_Given records_

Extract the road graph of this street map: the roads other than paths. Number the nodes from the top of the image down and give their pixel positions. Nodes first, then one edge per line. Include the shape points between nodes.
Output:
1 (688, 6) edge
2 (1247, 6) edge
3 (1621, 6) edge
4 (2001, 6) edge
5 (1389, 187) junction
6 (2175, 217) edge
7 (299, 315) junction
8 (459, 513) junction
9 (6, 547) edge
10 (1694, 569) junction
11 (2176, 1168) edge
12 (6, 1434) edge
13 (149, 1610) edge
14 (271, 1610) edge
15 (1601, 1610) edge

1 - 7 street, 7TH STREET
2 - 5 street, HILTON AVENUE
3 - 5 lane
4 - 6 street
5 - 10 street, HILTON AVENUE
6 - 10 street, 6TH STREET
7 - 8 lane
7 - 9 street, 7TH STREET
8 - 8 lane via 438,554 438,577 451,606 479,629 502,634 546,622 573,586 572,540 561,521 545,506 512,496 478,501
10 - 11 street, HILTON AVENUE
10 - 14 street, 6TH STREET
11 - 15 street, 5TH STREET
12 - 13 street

_Activity_
The data above needs retyping. Reproduce each line exactly.

_Answer to the exercise_
Extract the road graph of this street map: the roads other than paths. Number the nodes from the top of the image down and give their pixel positions. Nodes first, then one edge per line. Include the shape points between nodes.
Output:
1 (688, 6) edge
2 (1247, 6) edge
3 (1621, 6) edge
4 (2001, 6) edge
5 (1389, 187) junction
6 (2175, 217) edge
7 (299, 315) junction
8 (459, 513) junction
9 (6, 547) edge
10 (1694, 569) junction
11 (2176, 1168) edge
12 (6, 1434) edge
13 (149, 1610) edge
14 (271, 1610) edge
15 (1601, 1610) edge

1 - 7 street, 7TH STREET
2 - 5 street, HILTON AVENUE
3 - 5 lane
4 - 6 street
5 - 10 street, HILTON AVENUE
6 - 10 street, 6TH STREET
7 - 8 lane
7 - 9 street, 7TH STREET
8 - 8 lane via 438,554 438,577 451,606 479,629 502,634 546,622 573,586 572,540 561,521 545,506 512,496 478,501
10 - 11 street, HILTON AVENUE
10 - 14 street, 6TH STREET
11 - 15 street, 5TH STREET
12 - 13 street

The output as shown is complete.